2.7.2 Senescence-associated β-galactosidase activity assay
Hepatopancreas were collected from three animals in the control and RNAi group 6 h after injection, and β-galactosidase activity was detected using the β-galactosidase assay kit (Microplate method) (purchased from Geruisi Biotechnology, Suzhou, China) in accordance with the manufacturer’s instructions. β-GAL can convert p-nitrobenzene-β-D-galactoside into p-nitrophenol, which has an absorption peak at 405 nm. The β-Gal activity was determined by calculating the rate of increase in absorbance at 405 nm. Tissues were homogenized in 9 volumes of 0.86% cold saline and centrifuged at 12,000 rpm for 10 min at 4°C, then the supernatants were taken and diluted with cold saline and protein concentration was determined using a BCA protein assay kit (Shanghai Epizyme Biotechnology Co., Ltd., Shanghai, China).
2.8 Statistical analysis
Statistical analyses were performed using SPSS 26.0 software. Data obtained from this study were presented as the mean ± standard deviation (S.D.) and analyzed by t-test. Differences were considered statistically significant at P < 0.05 (*) and P < 0.01(**).
3 Results
3.1 Cloning and sequence analysis of AiiMEK1, ApuMEK1
The cDNA sequences of AiiMEK1 and ApuMEK1 were cloned and identified respectively, and the complete ORF sequences are deposited in the NCBI GenBank repository, accession numberOP490349 and OP490348. The complete ORFs of AiiMEK1 and ApuMEK1 were both 1209 bp, encoding 403 identical amino acids and the deduced protein molecular weight and theoretical isoelectric point were 44.502 kDa and 6.35, respectively. Forty-one synonymous SNPs were found in AiiMEK1 compared with the ApuMEK1 (Figure 1), including 29 transition and 12 transversion mutations, and transition-to-transversion ratio was 2.42. Among all the conversions of AiiMEK1 sequence, the transition from cytosine (C) to thymine (T) (or G to A on the complementary chain) was more prominent, with 18 loci accounting for 62% of all transition. No potential functional sites such as sequence signal peptide and glycosylation were found in the AiiMEK1 and ApuMEK1 amino acid sequence, but 40 phosphorylation sites were predicted in both sequences (Figure 2A).

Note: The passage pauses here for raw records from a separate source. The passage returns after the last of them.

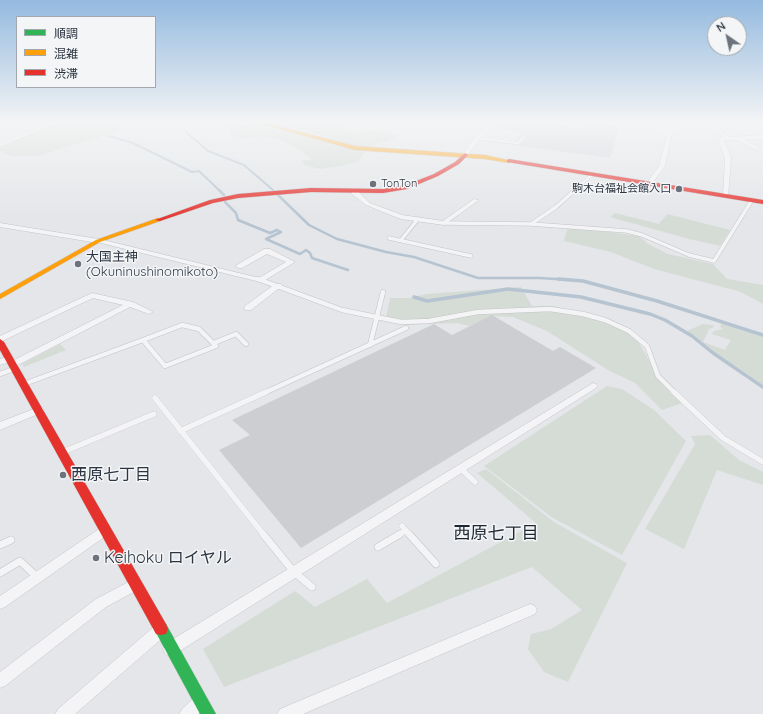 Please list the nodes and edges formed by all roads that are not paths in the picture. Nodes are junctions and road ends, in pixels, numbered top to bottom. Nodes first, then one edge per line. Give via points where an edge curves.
1 (454, 154) edge
2 (665, 154) edge
3 (727, 154) edge
4 (465, 155) junction
5 (593, 174) junction
6 (649, 184) junction
7 (354, 190) junction
8 (726, 196) junction
9 (476, 200) dead end
10 (752, 200) junction
11 (763, 202) edge
12 (418, 220) junction
13 (444, 222) junction
14 (532, 224) junction
15 (0, 225) edge
16 (388, 238) dead end
17 (401, 240) junction
18 (98, 241) junction
19 (471, 256) dead end
20 (239, 266) dead end
21 (262, 280) junction
22 (278, 286) junction
23 (383, 292) dead end
24 (0, 297) edge
25 (130, 304) junction
26 (248, 308) dead end
27 (149, 312) dead end
28 (378, 318) junction
29 (406, 328) dead end
30 (0, 340) edge
31 (143, 340) junction
32 (214, 343) junction
33 (246, 344) dead end
34 (370, 345) junction
35 (0, 362) edge
36 (13, 364) junction
37 (0, 374) edge
38 (24, 384) junction
39 (593, 386) dead end
40 (155, 398) dead end
41 (39, 410) junction
42 (154, 414) dead end
43 (0, 426) edge
44 (180, 431) junction
45 (63, 452) junction
46 (763, 462) edge
47 (461, 468) junction
48 (475, 482) dead end
49 (106, 530) junction
50 (11, 540) dead end
51 (0, 545) edge
52 (378, 547) dead end
53 (436, 564) dead end
54 (294, 572) junction
55 (0, 573) edge
56 (37, 578) junction
57 (136, 584) junction
58 (312, 587) dead end
59 (0, 603) edge
60 (530, 610) dead end
61 (161, 630) junction
62 (170, 648) junction
63 (0, 681) edge
64 (204, 707) edge
65 (63, 714) edge
66 (187, 714) edge
67 (285, 714) edge

1 - 4 street
2 - 6 street via 662,166
3 - 8 street
4 - 5 street
4 - 7 street via 441,172 407,187 383,191
5 - 6 street
5 - 14 lane via 556,207
6 - 8 street
7 - 12 street via 361,199 376,208 400,217
7 - 18 street via 311,190 221,199
8 - 10 street
9 - 13 street
10 - 11 street
10 - 14 lane via 714,261 689,255 627,231
12 - 13 street
12 - 17 lane
13 - 14 lane
15 - 18 street
16 - 17 lane
17 - 19 lane
18 - 21 lane
18 - 24 street
20 - 21 street via 266,251 291,262
21 - 22 lane
22 - 26 street
22 - 28 lane via 316,302
23 - 28 lane
25 - 27 street
25 - 30 street via 92,295
25 - 36 street
28 - 34 lane
28 - 46 lane via 401,322 429,321 478,312 550,309 605,320 629,331 646,346 658,376 723,438
29 - 34 lane
30 - 36 street
31 - 32 lane via 182,325 199,329
31 - 32 lane via 165,366 216,346
31 - 38 lane
32 - 33 lane via 236,334
34 - 44 lane
35 - 36 street
36 - 37 lane
36 - 38 street
38 - 41 street
39 - 47 street
40 - 44 lane
41 - 43 street
41 - 45 street
42 - 45 lane
44 - 54 lane
45 - 49 street
47 - 48 lane
47 - 54 street
49 - 56 street
49 - 57 street
50 - 51 lane
52 - 53 lane via 403,529
54 - 58 lane
54 - 62 street
55 - 56 lane via 20,561
56 - 59 street
57 - 61 street
57 - 63 street via 101,604
60 - 67 street
61 - 62 street
61 - 65 street
62 - 64 street
64 - 66 street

Figure 1 Nucleotide and amino acid variations between AiiMEK1 and ApuMEK1.
Figure 2 The predicted phosphorylation sites (A) and functional domains (B) in AiiMEK1 and ApuMEK1.

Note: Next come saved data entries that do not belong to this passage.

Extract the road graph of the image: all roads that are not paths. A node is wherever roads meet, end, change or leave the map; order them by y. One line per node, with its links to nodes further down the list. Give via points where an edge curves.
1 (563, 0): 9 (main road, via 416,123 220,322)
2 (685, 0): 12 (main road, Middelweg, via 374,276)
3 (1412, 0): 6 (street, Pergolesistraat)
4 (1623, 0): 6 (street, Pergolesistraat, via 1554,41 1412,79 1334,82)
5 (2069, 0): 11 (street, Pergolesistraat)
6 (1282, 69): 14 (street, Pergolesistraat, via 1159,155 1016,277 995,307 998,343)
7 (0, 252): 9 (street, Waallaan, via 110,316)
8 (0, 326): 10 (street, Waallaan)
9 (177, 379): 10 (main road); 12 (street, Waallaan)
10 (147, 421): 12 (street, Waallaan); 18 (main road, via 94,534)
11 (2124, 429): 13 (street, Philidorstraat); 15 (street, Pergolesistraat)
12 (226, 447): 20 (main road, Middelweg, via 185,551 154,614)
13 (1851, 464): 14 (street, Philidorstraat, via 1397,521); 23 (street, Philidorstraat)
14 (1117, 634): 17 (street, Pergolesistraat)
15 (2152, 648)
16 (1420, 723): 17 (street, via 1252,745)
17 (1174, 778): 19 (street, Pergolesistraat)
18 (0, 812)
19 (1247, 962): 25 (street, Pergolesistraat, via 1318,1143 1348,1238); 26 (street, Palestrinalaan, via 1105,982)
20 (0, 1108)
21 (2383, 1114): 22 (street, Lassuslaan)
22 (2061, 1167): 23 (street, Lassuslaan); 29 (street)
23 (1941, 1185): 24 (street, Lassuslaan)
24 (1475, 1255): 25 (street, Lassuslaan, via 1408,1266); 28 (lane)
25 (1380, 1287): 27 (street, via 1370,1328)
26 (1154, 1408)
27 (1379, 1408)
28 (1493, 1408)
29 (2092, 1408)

An analysis of conserved domains using SMART revealed that both AiiMEK1 and ApuMEK1 contained a conserved domain of serine/threonine protein kinases (S-TKc) with a length of 300 amino acids (Figure 2B). Further analysis of AiiMEK1 and ApuMEK1, sequence revealed that there was an ATP binding site (84-107aa) and a catalytic activity site (196-208aa) within the central domain, which was crucial for its kinase activity (Han et al., 2021). Thirty-two (78%) SNPs in the conserved S-TKc domains and 2 SNPs in the catalytic active site were found between AiiMEK1 and ApuMEK1, with one SNP locating in the near upstream and downstream sequence of the ATP binding site, respectively (Figure 3).
Figure 3 The SNPS in the conserved domains of AiiMEK1 and ApuMEK1. Sequences were highlighted with a yellow shading indicates the region of S_TKc in AiiMEK1 and ApuMEK1. The purple box indicates the ATP-binding site, and blue box indicates the activation site of S_TKc.

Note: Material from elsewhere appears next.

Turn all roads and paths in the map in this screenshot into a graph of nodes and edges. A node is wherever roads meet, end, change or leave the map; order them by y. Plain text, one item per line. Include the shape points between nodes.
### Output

Secondary structure prediction of AiiMEK1 and ApuMEK1 demonstrated that the amino acid sequences contained 46.02% random coil, 40.80% α-helix, 9.9% extension chain fraction and 3.23% β-turn (Figure 4A). The tertiary structures of AiiMEK1 and ApuMEK1 were further predicted by the Swiss-Model online tool and the results showed that both AiiMEK1 and ApuMEK1 were mapped to the crystal structure of 6pp9.1.B (BRAF : MEK1 complex) with identities of 70.87% (Figure 4B).
Figure 4 The secondary structures (A) and tertiary structures (B) of AiiMEK1 and ApuMEK1.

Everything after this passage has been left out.